This column today offers a useful perspective to the standard anxiety about the auto industry — which is that for all the serious problems plaguing Chrysler, Ford, and General Motors, there is also a worldwide economic crisis underway, which has snuffed out consumer demand. No automaker is doing well, not even the estimable Toyota.
I would add that this dimension of the problem ought to shape our understanding of the domestic industry's dilemma. In the end, this may not matter: after all, the capacity excess, the labor cost disparity, the customer loyalty, and all the other details that have separated Chrysler/Ford/GM from Toyota (and Honda, Mercedes, and BMW) over the past decade or so, remain. But, as the columnist writes:
The auto industry is in a classic shakeout. Even if whole companies
don't disappear because of government bailouts, the weakest companies
will be forced to make major cutbacks, a process that's already under
way in Detroit and elsewhere. Estimates of excess global production
capacity in the car business run as high as 20 million vehicles
annually, which would equal the capacity of 80 assembly plants.
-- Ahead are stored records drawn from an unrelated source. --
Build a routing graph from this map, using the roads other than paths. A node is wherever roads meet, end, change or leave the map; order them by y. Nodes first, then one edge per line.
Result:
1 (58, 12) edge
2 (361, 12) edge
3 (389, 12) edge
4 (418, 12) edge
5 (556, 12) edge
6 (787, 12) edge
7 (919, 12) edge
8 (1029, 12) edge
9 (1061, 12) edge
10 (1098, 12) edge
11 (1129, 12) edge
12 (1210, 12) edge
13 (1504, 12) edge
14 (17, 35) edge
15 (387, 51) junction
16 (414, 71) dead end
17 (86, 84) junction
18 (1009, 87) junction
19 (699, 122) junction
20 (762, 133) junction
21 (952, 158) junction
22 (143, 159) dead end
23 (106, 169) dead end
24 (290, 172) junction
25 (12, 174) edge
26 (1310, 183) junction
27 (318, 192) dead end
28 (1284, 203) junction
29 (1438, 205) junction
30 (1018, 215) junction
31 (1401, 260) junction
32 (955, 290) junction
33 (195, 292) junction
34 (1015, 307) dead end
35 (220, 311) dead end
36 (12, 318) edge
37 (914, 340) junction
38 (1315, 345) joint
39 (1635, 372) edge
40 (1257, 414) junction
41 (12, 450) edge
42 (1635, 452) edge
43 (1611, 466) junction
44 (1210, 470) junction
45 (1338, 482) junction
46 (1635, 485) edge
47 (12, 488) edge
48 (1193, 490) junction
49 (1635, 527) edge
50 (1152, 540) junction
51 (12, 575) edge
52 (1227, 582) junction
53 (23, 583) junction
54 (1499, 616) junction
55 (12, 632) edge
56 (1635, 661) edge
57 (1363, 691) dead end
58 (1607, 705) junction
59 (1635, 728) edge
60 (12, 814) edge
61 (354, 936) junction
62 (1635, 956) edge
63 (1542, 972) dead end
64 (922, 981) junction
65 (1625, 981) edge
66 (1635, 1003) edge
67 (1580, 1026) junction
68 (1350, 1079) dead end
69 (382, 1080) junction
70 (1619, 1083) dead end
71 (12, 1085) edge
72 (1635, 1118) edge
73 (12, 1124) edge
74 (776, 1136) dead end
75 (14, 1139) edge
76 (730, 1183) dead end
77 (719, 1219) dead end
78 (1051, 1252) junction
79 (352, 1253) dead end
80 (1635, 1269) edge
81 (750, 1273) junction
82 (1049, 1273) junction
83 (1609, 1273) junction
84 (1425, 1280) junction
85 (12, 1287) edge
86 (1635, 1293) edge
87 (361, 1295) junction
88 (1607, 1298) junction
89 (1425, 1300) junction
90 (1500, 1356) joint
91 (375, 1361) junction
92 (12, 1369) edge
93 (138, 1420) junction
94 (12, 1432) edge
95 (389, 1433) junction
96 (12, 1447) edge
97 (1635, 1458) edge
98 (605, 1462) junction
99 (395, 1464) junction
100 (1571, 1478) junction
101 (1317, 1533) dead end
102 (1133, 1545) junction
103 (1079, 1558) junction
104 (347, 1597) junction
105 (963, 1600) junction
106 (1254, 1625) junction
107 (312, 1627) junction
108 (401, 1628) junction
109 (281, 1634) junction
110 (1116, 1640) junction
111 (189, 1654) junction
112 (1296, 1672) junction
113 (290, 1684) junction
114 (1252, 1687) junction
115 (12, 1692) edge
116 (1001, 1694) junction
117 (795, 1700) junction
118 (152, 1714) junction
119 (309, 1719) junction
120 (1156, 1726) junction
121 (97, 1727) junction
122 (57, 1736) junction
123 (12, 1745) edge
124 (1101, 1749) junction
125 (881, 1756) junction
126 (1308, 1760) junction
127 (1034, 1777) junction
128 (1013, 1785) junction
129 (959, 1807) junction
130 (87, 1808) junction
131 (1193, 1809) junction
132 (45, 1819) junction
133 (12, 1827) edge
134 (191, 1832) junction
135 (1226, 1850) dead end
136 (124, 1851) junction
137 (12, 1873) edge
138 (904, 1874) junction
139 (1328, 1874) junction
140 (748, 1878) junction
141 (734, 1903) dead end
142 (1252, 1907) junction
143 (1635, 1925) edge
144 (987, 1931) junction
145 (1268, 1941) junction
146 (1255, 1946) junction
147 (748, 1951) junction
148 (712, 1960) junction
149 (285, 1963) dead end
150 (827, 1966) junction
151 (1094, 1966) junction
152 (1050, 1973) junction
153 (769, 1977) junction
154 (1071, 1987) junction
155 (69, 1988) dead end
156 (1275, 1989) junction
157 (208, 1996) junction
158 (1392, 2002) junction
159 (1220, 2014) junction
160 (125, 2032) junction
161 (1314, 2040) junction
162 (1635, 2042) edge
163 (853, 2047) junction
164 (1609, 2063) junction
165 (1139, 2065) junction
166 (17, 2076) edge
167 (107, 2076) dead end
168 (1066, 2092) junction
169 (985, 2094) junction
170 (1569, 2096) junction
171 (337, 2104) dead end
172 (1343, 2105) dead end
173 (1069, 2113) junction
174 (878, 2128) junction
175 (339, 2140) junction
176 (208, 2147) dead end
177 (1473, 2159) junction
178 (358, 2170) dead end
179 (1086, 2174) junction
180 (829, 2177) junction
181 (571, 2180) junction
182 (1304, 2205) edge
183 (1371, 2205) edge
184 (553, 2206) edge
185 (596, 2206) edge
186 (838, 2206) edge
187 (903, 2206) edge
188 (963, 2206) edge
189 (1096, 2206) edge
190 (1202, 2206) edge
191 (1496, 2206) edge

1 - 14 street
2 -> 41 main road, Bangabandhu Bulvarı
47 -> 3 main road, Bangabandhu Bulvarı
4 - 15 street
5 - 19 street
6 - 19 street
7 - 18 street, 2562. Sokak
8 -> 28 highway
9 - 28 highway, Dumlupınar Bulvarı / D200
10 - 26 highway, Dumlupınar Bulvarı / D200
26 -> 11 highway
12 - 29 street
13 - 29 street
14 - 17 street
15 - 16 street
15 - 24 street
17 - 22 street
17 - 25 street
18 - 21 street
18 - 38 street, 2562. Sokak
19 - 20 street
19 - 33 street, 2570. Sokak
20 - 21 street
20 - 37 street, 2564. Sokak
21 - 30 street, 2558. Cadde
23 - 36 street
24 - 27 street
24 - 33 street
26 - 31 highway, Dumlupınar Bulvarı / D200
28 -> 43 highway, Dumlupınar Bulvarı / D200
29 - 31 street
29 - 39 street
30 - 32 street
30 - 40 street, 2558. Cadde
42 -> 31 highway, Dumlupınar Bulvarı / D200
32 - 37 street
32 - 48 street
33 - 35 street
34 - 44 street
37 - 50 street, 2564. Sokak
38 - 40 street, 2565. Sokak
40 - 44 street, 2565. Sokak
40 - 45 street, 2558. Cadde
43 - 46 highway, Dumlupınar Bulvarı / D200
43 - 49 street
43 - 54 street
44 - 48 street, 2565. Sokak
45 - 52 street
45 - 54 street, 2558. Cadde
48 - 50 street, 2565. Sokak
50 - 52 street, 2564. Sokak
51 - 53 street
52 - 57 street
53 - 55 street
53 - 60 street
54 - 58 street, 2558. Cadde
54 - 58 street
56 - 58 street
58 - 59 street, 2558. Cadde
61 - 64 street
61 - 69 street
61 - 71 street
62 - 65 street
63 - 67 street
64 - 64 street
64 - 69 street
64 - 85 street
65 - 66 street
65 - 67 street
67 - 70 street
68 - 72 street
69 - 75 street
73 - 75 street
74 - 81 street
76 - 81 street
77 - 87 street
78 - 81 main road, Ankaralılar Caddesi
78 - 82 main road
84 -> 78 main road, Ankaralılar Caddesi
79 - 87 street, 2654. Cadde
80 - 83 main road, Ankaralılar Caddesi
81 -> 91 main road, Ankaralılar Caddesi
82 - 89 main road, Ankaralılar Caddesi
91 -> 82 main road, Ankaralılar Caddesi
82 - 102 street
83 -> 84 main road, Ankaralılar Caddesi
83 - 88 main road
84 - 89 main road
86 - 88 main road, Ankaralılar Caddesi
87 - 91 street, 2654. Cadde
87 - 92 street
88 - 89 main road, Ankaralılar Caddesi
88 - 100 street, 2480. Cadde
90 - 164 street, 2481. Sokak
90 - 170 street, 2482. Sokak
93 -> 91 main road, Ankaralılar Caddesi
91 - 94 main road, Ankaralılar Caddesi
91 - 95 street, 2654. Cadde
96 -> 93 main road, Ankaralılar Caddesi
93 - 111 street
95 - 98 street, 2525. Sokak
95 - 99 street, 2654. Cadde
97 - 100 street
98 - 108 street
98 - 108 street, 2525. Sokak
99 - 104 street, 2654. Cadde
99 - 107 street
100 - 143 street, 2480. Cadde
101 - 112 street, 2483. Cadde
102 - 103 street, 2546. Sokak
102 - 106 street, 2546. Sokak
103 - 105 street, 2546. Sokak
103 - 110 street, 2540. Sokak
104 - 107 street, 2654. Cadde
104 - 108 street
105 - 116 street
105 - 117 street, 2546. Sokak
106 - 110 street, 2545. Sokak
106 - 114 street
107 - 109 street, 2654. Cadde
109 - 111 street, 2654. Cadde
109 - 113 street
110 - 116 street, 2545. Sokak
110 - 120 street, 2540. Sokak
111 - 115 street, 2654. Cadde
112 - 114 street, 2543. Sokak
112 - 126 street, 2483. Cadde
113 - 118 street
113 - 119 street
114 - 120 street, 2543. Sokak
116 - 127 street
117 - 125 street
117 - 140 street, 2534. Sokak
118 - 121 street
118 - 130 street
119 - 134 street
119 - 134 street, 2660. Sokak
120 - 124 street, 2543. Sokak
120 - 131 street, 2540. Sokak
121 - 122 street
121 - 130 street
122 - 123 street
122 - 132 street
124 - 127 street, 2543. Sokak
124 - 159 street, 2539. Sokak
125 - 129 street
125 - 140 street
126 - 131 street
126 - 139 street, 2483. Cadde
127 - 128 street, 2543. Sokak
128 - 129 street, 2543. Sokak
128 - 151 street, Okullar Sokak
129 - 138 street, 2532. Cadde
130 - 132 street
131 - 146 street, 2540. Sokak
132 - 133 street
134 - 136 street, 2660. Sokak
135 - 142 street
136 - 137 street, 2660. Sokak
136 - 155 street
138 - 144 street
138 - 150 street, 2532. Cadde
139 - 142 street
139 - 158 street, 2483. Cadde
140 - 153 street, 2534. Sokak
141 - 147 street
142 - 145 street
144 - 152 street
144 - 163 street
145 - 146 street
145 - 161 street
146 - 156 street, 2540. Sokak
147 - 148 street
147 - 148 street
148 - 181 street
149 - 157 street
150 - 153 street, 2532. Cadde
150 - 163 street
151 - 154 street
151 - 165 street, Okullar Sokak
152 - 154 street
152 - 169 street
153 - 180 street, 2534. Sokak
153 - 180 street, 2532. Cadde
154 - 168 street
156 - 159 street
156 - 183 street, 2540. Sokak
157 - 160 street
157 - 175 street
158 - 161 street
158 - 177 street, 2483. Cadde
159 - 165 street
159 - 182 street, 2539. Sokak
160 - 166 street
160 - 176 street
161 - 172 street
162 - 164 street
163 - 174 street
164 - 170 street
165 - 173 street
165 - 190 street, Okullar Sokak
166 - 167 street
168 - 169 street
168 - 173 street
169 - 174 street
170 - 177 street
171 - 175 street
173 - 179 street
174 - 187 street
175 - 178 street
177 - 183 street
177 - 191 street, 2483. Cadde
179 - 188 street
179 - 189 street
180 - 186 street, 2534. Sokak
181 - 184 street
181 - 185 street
Not
that many will close, of course, but a good number will.
The domestic automakers need to be reorganized to be competitive in the future, not simply to address past mistakes. If you want to continue this line of argument, to say that government involvement in the reorganization process (environmental regulations, domestic content rules, work rules) will not help make the domestic companies more competitive … well, I won't argue otherwise.